╭─ Available data

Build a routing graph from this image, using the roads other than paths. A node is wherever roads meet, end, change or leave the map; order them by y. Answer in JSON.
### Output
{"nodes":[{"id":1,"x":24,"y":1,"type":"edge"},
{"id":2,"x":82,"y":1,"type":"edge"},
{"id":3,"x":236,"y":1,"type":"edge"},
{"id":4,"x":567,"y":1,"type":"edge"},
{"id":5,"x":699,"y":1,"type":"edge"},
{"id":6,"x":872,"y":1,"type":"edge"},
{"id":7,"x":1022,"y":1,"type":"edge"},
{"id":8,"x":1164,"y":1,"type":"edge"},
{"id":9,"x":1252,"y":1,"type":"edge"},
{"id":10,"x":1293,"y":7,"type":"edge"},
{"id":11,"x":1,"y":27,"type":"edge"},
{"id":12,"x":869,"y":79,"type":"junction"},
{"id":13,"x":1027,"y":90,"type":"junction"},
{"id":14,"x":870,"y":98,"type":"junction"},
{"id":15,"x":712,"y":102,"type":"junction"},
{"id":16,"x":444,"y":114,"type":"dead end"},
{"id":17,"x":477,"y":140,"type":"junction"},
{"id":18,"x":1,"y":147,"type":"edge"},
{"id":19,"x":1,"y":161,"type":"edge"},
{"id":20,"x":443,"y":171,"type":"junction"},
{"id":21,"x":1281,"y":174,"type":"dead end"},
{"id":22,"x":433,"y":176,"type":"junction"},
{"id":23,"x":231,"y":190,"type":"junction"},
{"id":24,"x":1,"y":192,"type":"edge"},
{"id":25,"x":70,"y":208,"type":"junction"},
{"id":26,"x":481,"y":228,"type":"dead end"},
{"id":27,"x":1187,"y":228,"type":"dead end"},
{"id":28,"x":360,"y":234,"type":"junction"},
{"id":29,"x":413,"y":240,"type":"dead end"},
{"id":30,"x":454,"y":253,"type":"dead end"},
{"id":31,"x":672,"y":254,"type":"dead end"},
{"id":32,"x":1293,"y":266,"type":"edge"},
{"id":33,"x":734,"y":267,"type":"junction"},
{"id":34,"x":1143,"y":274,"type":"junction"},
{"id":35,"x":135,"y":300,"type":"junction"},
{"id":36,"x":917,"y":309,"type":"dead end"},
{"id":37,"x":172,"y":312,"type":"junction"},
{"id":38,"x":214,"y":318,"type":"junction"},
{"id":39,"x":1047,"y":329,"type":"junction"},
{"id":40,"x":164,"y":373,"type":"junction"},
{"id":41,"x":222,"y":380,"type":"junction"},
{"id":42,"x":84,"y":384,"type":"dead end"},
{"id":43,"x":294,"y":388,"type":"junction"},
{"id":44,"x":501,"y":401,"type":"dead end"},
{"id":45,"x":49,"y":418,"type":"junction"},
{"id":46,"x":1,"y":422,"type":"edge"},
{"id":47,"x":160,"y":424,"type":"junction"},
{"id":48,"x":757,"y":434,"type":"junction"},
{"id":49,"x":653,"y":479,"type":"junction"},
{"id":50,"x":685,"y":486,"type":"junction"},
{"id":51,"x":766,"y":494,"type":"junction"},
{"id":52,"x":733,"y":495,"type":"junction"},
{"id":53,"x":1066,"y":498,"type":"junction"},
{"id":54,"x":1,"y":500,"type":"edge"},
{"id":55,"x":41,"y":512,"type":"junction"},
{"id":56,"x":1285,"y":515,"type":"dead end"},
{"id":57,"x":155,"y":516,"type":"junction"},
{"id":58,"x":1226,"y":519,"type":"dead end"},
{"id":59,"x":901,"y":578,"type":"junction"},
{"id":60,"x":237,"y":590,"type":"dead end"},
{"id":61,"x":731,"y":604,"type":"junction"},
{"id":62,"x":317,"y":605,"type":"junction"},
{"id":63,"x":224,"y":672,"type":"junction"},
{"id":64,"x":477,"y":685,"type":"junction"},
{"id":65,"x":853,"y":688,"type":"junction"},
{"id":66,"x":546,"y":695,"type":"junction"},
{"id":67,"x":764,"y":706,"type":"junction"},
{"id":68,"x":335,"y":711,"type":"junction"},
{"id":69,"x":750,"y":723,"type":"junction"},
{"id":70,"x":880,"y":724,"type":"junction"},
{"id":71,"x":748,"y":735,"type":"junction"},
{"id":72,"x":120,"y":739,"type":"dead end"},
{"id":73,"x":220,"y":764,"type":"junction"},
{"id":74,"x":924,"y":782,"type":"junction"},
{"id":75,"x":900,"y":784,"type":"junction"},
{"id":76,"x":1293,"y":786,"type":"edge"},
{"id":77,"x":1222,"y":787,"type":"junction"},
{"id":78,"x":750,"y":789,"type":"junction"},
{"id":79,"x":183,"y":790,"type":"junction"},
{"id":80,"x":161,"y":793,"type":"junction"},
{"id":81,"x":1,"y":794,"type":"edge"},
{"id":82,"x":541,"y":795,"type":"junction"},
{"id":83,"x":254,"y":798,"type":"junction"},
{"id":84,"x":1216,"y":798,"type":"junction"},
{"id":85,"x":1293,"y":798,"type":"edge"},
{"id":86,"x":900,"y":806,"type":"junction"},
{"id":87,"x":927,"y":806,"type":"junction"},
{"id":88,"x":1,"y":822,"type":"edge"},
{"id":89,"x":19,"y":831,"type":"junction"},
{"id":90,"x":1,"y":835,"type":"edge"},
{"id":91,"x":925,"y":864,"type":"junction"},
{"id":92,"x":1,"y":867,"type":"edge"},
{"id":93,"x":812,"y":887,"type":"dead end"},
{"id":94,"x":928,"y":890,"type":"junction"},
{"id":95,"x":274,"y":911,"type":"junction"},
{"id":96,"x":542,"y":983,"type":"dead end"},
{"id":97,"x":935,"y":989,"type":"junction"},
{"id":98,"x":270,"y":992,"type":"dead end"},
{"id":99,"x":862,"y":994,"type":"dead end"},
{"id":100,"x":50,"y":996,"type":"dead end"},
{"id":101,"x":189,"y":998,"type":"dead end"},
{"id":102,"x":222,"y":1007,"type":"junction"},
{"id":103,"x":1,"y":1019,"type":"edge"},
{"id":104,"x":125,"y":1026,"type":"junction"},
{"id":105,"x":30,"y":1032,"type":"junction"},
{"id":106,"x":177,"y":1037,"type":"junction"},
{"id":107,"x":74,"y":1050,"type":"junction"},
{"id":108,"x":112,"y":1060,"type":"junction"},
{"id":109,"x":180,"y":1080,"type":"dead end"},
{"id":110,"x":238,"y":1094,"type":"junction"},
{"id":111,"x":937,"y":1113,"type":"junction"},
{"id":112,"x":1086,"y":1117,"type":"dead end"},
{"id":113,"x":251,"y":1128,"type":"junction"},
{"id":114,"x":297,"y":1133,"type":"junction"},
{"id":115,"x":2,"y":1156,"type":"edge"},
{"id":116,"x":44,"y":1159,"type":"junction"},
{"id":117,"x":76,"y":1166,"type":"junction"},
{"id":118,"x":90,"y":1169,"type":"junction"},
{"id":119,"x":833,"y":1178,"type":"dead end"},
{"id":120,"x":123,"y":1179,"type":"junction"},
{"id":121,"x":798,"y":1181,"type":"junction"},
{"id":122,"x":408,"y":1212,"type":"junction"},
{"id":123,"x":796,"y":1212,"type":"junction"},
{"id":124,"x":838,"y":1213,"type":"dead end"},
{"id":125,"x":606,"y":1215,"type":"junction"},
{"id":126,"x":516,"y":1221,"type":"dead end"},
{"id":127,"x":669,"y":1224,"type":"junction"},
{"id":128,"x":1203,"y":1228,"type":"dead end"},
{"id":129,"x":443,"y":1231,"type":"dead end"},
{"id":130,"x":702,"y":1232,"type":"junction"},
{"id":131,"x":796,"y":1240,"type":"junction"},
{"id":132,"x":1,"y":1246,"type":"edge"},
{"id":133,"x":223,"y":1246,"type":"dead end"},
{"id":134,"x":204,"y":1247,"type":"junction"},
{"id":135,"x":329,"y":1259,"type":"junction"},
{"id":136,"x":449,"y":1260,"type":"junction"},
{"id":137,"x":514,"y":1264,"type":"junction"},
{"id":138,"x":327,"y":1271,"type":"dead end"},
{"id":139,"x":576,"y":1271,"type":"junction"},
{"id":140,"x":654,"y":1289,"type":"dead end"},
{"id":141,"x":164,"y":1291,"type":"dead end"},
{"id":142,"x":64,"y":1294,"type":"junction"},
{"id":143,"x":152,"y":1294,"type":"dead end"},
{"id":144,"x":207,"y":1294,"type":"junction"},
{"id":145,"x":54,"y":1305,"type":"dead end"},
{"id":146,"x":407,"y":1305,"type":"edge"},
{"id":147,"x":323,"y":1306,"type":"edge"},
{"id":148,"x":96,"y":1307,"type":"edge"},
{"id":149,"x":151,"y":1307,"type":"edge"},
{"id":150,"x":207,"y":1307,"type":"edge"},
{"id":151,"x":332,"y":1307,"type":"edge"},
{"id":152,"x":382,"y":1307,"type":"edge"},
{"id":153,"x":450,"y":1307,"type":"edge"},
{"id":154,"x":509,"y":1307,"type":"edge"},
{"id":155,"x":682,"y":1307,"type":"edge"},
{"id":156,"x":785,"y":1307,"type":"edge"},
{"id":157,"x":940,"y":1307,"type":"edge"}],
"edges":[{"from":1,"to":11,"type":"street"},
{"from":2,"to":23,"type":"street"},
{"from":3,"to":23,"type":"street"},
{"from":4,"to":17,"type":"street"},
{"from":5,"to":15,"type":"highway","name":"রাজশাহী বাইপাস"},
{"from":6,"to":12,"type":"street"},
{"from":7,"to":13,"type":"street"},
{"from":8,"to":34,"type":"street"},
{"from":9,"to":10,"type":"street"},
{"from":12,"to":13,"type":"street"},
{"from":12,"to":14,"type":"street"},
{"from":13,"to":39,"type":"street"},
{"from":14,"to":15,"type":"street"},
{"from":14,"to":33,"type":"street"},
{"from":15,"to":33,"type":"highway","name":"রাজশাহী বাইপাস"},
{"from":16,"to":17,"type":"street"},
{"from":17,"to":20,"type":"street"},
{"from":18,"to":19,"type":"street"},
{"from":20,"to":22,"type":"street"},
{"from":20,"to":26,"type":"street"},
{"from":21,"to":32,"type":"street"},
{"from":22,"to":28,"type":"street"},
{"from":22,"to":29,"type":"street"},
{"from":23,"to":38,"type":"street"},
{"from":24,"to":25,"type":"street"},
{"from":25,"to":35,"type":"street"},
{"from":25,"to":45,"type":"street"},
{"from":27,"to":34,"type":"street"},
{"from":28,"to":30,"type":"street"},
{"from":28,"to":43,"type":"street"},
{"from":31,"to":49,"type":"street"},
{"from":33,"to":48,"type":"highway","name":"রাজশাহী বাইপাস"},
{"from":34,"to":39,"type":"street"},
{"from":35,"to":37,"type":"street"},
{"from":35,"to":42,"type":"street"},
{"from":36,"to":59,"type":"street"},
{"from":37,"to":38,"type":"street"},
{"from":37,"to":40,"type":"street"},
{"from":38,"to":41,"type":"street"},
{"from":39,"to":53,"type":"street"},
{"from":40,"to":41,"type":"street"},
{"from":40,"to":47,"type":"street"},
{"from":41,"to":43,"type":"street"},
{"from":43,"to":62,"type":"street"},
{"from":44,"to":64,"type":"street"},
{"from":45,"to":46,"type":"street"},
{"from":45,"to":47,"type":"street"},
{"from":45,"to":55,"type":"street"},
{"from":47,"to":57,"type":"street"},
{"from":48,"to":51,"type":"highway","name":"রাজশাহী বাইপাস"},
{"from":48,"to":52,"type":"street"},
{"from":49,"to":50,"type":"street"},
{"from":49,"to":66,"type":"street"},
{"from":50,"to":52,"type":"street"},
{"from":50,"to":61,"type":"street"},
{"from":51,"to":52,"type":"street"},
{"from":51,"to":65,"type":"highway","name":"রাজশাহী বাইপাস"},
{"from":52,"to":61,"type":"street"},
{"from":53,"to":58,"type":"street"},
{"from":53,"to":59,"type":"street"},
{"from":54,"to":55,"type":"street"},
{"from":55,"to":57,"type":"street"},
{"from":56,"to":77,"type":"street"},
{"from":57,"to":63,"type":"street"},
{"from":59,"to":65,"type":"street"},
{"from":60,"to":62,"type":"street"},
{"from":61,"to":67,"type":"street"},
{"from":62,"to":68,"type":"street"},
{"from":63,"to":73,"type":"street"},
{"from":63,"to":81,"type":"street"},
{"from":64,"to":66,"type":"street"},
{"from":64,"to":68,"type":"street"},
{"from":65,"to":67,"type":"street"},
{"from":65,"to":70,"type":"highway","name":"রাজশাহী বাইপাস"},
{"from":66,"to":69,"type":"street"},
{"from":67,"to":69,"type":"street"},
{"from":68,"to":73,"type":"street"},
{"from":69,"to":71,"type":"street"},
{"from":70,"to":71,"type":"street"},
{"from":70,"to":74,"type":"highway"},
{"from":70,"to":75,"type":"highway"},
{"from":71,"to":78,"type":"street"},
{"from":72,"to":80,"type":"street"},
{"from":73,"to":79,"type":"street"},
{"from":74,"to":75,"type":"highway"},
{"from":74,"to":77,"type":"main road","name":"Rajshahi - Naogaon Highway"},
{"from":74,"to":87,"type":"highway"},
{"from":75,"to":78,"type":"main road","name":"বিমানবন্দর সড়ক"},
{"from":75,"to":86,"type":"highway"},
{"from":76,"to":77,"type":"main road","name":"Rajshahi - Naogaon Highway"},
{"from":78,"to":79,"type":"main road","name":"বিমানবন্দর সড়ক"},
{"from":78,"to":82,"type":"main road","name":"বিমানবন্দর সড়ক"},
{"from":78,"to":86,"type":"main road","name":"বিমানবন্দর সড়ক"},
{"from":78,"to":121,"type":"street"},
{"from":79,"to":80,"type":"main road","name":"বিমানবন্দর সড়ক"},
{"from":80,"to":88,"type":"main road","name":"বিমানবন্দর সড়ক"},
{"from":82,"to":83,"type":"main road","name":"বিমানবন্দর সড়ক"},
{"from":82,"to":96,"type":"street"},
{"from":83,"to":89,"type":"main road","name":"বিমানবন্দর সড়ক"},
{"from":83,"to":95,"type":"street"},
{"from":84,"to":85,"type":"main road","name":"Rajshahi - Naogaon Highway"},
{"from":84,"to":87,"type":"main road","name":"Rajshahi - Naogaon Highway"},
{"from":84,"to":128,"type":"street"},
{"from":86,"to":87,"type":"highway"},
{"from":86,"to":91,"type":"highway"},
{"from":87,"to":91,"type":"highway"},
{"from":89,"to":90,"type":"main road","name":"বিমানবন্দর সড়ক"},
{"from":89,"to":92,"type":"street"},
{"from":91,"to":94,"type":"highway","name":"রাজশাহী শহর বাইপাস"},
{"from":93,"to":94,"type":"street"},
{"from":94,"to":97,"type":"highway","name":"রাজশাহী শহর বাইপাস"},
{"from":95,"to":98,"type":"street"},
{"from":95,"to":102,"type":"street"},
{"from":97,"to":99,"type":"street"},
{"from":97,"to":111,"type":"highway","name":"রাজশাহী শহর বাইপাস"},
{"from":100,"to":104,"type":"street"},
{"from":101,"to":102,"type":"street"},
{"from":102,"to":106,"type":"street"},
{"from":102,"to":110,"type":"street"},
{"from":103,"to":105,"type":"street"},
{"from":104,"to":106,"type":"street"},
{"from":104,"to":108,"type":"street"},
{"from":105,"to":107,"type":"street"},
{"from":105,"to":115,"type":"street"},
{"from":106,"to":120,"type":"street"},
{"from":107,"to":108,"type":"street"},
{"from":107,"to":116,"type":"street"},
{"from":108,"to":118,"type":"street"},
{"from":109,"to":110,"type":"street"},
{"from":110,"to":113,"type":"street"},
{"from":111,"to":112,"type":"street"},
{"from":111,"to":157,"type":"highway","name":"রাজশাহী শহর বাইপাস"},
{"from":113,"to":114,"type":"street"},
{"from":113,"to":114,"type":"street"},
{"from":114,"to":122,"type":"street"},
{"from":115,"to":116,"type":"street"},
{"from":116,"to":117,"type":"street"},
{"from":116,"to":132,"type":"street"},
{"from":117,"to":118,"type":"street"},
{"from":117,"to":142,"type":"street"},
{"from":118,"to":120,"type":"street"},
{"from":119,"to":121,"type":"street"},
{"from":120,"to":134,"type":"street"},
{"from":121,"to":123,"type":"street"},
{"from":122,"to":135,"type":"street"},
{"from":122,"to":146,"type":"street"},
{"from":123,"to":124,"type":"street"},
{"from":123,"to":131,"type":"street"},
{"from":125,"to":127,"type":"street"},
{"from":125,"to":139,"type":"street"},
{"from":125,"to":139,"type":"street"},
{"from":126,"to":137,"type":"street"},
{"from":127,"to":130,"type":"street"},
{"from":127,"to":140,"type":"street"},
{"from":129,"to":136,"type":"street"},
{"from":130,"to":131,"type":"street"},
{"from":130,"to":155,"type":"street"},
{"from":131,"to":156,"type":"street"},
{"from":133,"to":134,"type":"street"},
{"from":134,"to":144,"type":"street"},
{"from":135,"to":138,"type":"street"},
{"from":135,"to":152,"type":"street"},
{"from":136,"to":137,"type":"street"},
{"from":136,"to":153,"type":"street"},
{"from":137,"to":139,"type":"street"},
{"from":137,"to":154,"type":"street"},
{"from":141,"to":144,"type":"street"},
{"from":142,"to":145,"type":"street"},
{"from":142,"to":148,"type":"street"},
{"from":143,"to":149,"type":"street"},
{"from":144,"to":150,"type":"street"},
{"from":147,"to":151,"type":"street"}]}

╰─

- **What is needed**
Look through the entries above and say how many lines contain "Rajshahi", giving nothing but the number.

- **Solution below**
4